- _Task to complete_
Bring together copies of the lines in the data below that contain the word "pinky".

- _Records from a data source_
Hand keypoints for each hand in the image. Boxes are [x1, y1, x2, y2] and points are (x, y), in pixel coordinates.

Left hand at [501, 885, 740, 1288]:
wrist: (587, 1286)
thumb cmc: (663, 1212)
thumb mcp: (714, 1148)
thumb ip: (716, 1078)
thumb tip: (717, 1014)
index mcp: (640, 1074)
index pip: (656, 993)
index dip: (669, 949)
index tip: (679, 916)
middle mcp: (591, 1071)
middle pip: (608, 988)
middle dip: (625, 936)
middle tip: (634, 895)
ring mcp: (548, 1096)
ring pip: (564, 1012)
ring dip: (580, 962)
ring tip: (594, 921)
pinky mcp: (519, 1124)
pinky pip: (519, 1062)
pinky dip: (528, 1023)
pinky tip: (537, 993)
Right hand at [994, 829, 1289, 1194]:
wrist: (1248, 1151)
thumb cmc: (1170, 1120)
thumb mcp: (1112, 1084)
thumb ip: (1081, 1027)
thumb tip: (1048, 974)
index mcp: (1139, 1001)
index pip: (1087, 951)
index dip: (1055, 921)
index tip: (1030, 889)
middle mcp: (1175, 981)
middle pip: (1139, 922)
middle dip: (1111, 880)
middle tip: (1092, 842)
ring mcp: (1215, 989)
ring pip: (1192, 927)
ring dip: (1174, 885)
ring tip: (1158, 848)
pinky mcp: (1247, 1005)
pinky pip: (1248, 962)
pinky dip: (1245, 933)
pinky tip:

- _Written reply_
pinky mcp: (519, 1124)
pinky pip: (519, 1062)
pinky dip: (528, 1023)
pinky tip: (537, 993)
pinky mcp: (1247, 1005)
pinky pip: (1248, 962)
pinky dip: (1245, 933)
pinky tip:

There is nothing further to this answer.